Shortly after the All-Star Break, I wrote a column in which I speculated that in the East, only nine teams would contend for the eight available postseason slots. At the time, the ninth-seeded Florida Panthers trailed the Boston Bruins by seven points for the final wildcard berth, but the Panthers had four games in hand on the Bruins. I figured that the other Eastern teams on the wrong side of the playoff cut line were too far behind. I was wrong, as the past six weeks have illustrated. The Philadelphia Flyers and Ottawa Senators joined the Panthers as legitimate threats to the Bruins.
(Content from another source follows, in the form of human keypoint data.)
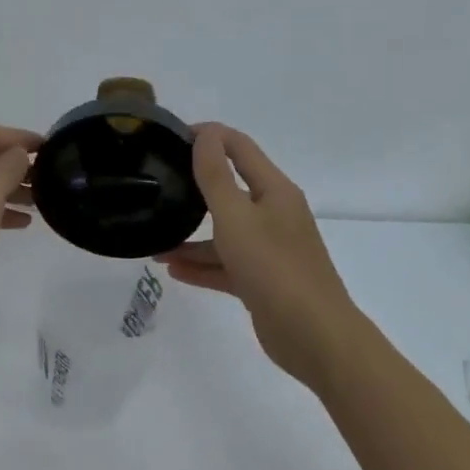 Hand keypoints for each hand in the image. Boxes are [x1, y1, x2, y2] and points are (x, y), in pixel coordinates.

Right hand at [155, 124, 355, 386]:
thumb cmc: (273, 266)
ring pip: (225, 233)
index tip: (171, 137)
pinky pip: (226, 265)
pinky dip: (202, 266)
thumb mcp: (236, 216)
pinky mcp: (263, 281)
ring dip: (192, 236)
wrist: (313, 335)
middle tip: (158, 183)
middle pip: (230, 190)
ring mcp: (270, 249)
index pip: (239, 148)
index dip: (209, 136)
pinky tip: (173, 271)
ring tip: (155, 243)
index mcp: (274, 191)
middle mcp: (274, 215)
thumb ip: (216, 175)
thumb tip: (205, 134)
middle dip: (195, 186) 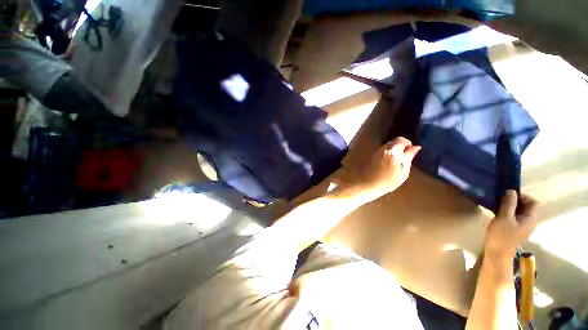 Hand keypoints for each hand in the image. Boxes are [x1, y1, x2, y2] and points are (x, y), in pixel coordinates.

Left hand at [352, 137, 420, 202]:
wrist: (368, 184)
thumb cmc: (388, 181)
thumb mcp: (403, 171)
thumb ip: (409, 157)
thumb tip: (416, 147)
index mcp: (393, 151)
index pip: (401, 140)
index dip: (408, 144)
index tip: (410, 153)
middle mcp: (383, 148)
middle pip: (394, 141)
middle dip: (401, 146)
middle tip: (404, 158)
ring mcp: (376, 151)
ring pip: (387, 145)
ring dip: (394, 149)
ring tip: (396, 162)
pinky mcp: (372, 155)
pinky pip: (382, 150)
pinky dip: (387, 153)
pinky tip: (388, 163)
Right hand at [484, 190, 538, 262]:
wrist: (497, 253)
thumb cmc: (501, 235)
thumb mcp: (504, 217)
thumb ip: (509, 203)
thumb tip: (511, 190)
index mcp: (530, 218)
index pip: (533, 202)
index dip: (523, 196)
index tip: (508, 196)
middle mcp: (529, 222)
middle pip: (527, 206)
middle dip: (515, 201)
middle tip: (501, 200)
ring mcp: (522, 226)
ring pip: (519, 211)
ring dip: (510, 207)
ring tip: (498, 206)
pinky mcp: (515, 229)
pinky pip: (514, 217)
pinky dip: (508, 212)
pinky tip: (498, 214) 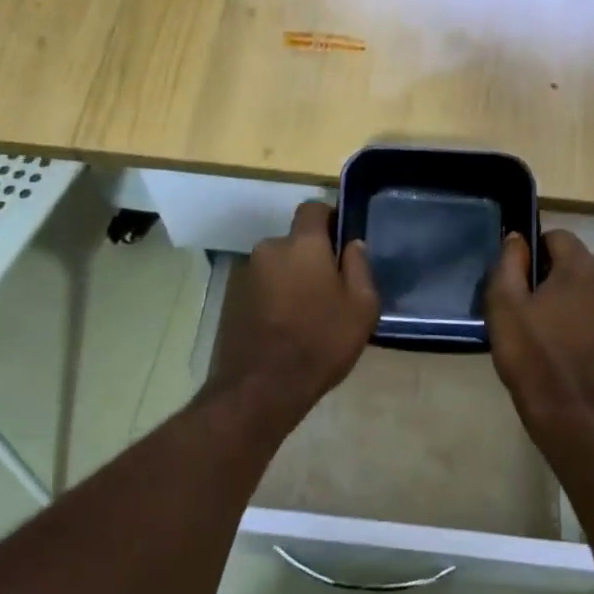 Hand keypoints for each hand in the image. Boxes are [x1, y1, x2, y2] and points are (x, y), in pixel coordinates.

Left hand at [210, 201, 378, 419]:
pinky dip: (275, 298)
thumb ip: (359, 267)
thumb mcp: (361, 307)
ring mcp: (247, 274)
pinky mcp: (233, 299)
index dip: (328, 218)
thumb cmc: (321, 341)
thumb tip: (352, 244)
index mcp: (303, 244)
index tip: (341, 242)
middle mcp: (270, 248)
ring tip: (308, 313)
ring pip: (278, 266)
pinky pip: (263, 287)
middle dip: (311, 257)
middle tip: (330, 288)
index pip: (313, 208)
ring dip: (292, 279)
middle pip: (295, 242)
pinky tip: (287, 326)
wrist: (263, 386)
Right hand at [486, 229, 593, 430]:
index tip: (520, 281)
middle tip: (533, 311)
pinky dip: (593, 324)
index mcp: (582, 268)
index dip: (535, 253)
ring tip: (555, 334)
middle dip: (556, 278)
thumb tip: (517, 238)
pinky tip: (576, 351)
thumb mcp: (504, 307)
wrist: (576, 418)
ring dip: (577, 301)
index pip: (558, 237)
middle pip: (579, 264)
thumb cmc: (533, 359)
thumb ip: (509, 264)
The Flyers may have squandered their opportunity to catch the Bruins, however, after surrendering a one-goal lead in the final seconds last Saturday in Boston. A regulation win in that game would have pulled the Flyers to within two points of the Bruins. Instead, the Bruins rallied for an OT triumph and followed it up with a win over Detroit on Sunday. Philly, in the meantime, dropped another game Sunday in New Jersey and fell seven points behind Boston. The Bruins also have two games in hand on the Flyers. Philadelphia, if it hopes to make the playoffs, must not only make up those points on the Bruins, but also must overtake the Panthers and Senators.
So the Flyers may be cooked. Florida and Ottawa, on the other hand, are very much alive. The Panthers trail by four points and the Sens by five. But catching the Bruins won’t be easy for either club, as ESPN.com’s Scott Burnside accurately detailed on Monday. Still, both the Sens and Panthers have the opportunity to make up ground because they each have multiple games left against Boston. The Bruins twice play at Ottawa (including a contest on Tuesday night) and Boston faces Florida three more times. If the Sens and Panthers can do damage in those head-to-heads versus Boston, the Bruins’ lead will become even more precarious. One other note on Ottawa, which has gone 8-0-1 in its last nine games. In addition to their two home games against Boston, the Senators also face Toronto three times down the stretch. While it’s true that Toronto will be likely geared up to disrupt playoff aspirations of a rival, the Sens will expect to gain points from those matchups against the struggling Maple Leafs.
As the Flyers discovered on Saturday, though, head-to-head matchups are only helpful if you win them. From the Bruins’ perspective, they just need to avoid being swept in those head-to-heads with the Sens and Panthers. A Boston split of the two games against Ottawa prevents the Sens from gaining ground. And if the Bruins win just one of the three Florida games, then the Panthers would net only a two-point gain.
In fact, if the Bruins continue their current surge (4-0-1 in the last five), they could make a run at Washington, which holds the first Wildcard spot. Boston trails the Caps by six points, but has two games in hand. They play twice in D.C. before the regular season concludes.
So unlike in late January, there are now 10 teams in the running for the East’s eight spots. But the eighth and final slot is Boston’s to lose.
Tough Road To The Final
As for the top seven Eastern clubs, their primary goal is to make the playoffs. But all seven seem to be in a secure spot. So what can we expect once the playoffs begin?
Certainly, upsets happen in the playoffs and a top seed losing in the first round is not unprecedented. But those surprising results are called “upsets” for a reason. The victorious team was a clear underdog. But this year, there may not be any clear underdogs when the Eastern Conference playoff matchups become set. As of Monday, the top seven teams in the East were currently separated by only eight points. And those seven ranked in the top 11 of the league’s overall standigns. The Canadiens, Lightning, Red Wings, Islanders, Rangers, Penguins and Capitals have all enjoyed terrific seasons and each is capable of reaching the Final. Should the playoff-tested Bruins earn the eighth slot, they too would join that conversation, even though they’ve endured an uneven year so far.
Look at the potential playoff matchups. Would any team be considered a clear-cut favorite over its opponent? That’s been the standard in the West over the past few years, where five or six teams seem equally matched. On their road to the Stanley Cup last year, the Kings had to beat the Sharks, Ducks and Blackhawks in the first three rounds. In all three series, they were the lower seed. But in none of those series were they true underdogs. Expect the same to occur for whichever Eastern club reaches the Final this year. That’s because more Eastern teams are joining the elite class of the NHL.